3. I have been receiving some pretty impressive rejection letters.

I would like to concentrate this post on #3.

So, I have received a lot of rejection in my life. I'm not complaining; I think it's good for all parties included: rejection gives those dolling them out a chance to work out their qualms with hurting others' feelings and gives them practice at saying "no" in kind and quick ways. Receiving rejection allows me to work on using it as a way to better myself, my work, and gives my ego a healthy, hard slap in the face.

I've been rejected by women, by universities, by chapbook contests, and by journals of all shapes and sizes. I've been rejected by youth basketball organizations and for grant funding. I've been rejected by Buzz Aldrin.

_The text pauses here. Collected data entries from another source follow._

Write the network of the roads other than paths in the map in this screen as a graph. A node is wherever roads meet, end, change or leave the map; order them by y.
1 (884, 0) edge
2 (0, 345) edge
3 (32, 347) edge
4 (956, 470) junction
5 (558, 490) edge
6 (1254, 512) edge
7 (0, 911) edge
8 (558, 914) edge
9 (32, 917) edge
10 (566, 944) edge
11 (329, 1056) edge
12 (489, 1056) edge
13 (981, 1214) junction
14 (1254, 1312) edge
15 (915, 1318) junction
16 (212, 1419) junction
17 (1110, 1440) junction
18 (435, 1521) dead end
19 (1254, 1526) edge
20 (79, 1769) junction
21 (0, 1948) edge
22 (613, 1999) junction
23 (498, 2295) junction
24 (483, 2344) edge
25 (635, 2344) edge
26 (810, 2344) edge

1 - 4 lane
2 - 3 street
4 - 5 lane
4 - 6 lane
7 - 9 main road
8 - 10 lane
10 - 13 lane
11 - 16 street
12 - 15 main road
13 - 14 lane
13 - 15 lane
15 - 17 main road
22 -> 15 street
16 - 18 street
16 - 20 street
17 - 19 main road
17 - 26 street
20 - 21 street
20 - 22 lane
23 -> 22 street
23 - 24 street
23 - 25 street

But let's go back to the lit mags. I've been rejected by the big dogs: The Iowa Review, Lit, The Paris Review, Northwestern Review, Tarpaulin Sky, Ploughshares, Pleadies (twice!), 3rd Bed, Mid-American Review, and Quick Fiction (every month since the beginning of the year!), plus a slew of others. But I've noticed a really pleasant trend with the rejection letters lately: I'm getting better ones! Personalized ones!

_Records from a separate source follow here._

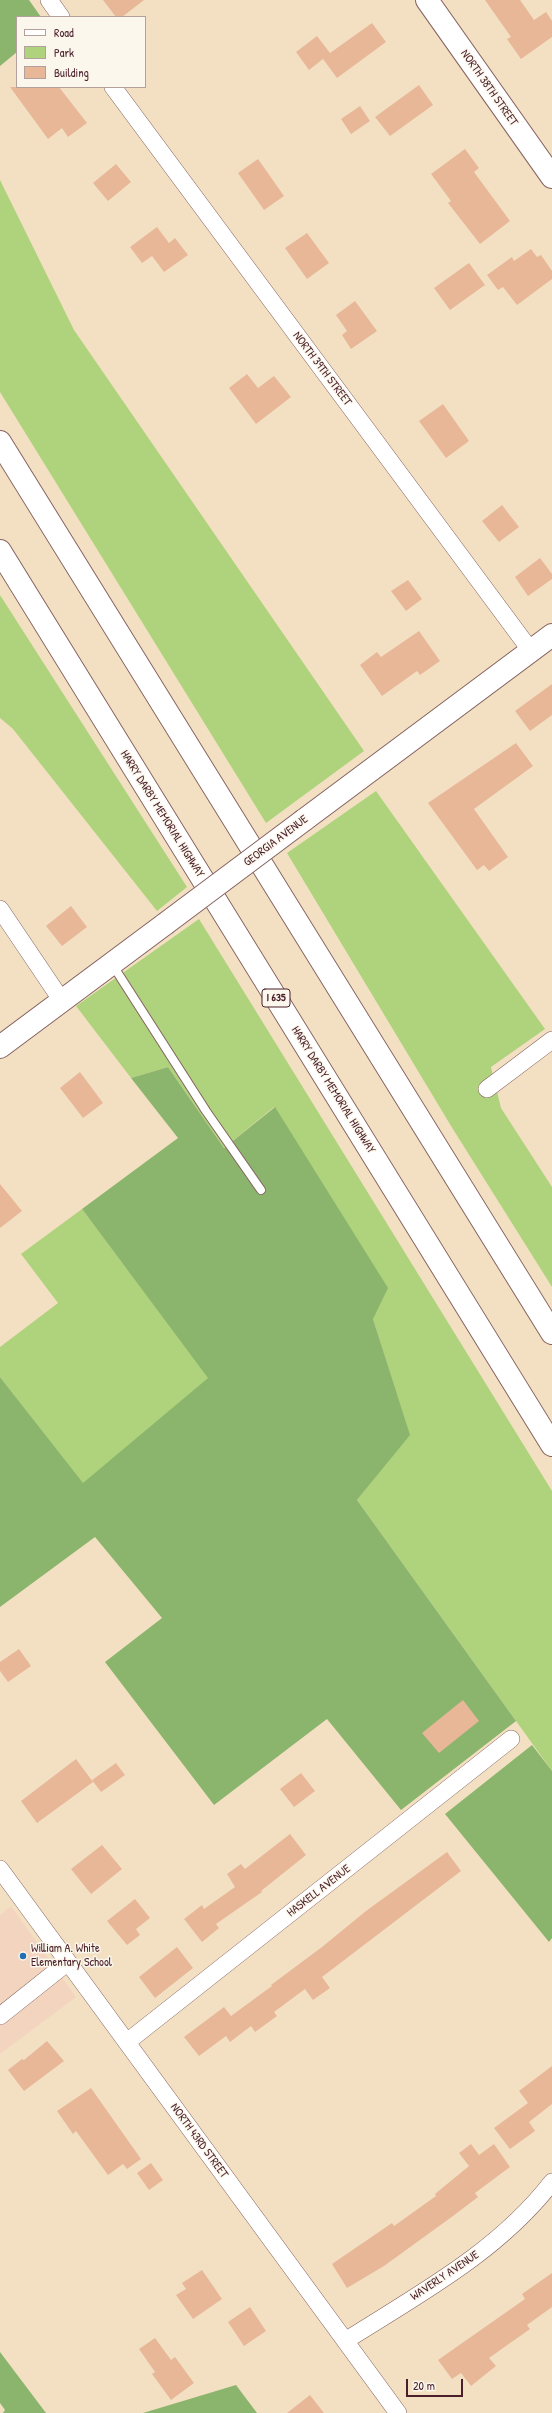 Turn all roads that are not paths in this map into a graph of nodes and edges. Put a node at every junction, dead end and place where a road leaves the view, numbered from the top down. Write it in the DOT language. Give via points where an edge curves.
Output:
graph roads {
  1 [pos="49,0"];
  2 [pos="426,0"];
  3 [pos="60,16"];
  4 [pos="114,88"];
  5 [pos="552,177"];
  6 [pos="0,442"];
  7 [pos="0,551"];
  8 [pos="552,635"];
  9 [pos="531,651"];
  10 [pos="0,909"];
  11 [pos="112,964"];
  12 [pos="62,1001"];
  13 [pos="552,1040"];
  14 [pos="0,1047"];
  15 [pos="487,1089"];
  16 [pos="260,1190"];
  17 [pos="552,1333"];
  18 [pos="552,1445"];
  19 [pos="512,1739"];
  20 [pos="0,1869"];
  21 [pos="68,1962"];
  22 [pos="0,2016"];
  23 [pos="127,2042"];
  24 [pos="552,2182"];
  25 [pos="345,2341"];
  26 [pos="398,2413"];
  1 -- 3 [label="street"];
  2 -- 5 [label="main road, NORTH 38TH STREET"];
  4 -- 9 [label="street, NORTH 39TH STREET"];
  6 -- 17 [label="main road"];
  7 -- 18 [label="main road, HARRY DARBY MEMORIAL HIGHWAY / I 635"];
  8 -- 9 [label="main road, GEORGIA AVENUE"];
  9 -- 11 [label="main road, GEORGIA AVENUE, bridge"];
  10 -- 12 [label="street"];
  11 -- 12 [label="main road, GEORGIA AVENUE"];
  11 -- 16 [label="lane"];
  12 -- 14 [label="main road, GEORGIA AVENUE"];
  13 -- 15 [label="street"];
  19 -- 23 [label="street, HASKELL AVENUE"];
  20 -- 21 [label="street, NORTH 43RD STREET"];
  21 -- 22 [label="street"];
  21 -- 23 [label="street, NORTH 43RD STREET"];
  23 -- 25 [label="street, NORTH 43RD STREET"];
  24 -- 25 [label="street, WAVERLY AVENUE" via="537,2202 471,2261"];
  25 -- 26 [label="street, NORTH 43RD STREET"];
}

When I got rejected from Tarpaulin Sky's chapbook contest the editors wrote a note on the bottom of it stating that they, "really enjoyed my work" and "wished I would continue to submit." Me! They wanted Emily R., specifically and by name, to submit again to their magazine. This is common, a suggestion to "please submit again" as though it is them and not you that is problematic, for lit mags to print in their rejection letters. But the fact that they are hand writing some nice little bit at the end is truly, and without sarcasim, encouraging to me. Previously the letter would be something along the lines of:

Dear Emily,

While we are unable to print your work at this time because we are fresh out of ink and just love your poems minus the large parts we hate, we STRONGLY suggest you consider continual rejection by us in the future.

Love,
Every journal I've submitted work to in the last 3 years

But recently there is this trend of rejection letters with personalized notes at the bottom. Take the one I received yesterday from Mid-American Review. It was typical in its content until I saw the little note at the bottom from their poetry editor which read, "I LOVE the ending of 'Let's Make a Difference, Marie.'" It seems to me that if I wasn't close to getting something accepted, at least closer than I have been in the past with only pre-printed rejections, they wouldn't waste their time telling me that in some way something about some little part of what I wrote tripped their trigger. I just don't envision the poetry editors of major American literary journals hand writing notes to every jackass who thinks they're a poet in America; there's just not enough ink in India for that.

It may seem desperate and sad to write an entire post about rejection from lit journals, as if it is they who determine my writing's worth. Of course they do not. But in the field I presently find myself, where I am post-graduate, I need to continue to publish to have a chance of teaching again in the future. Plus, I am a writer and we have insatiable egos, the kind whose thirst is only quenched by the satisfaction of other people seeing your name in print.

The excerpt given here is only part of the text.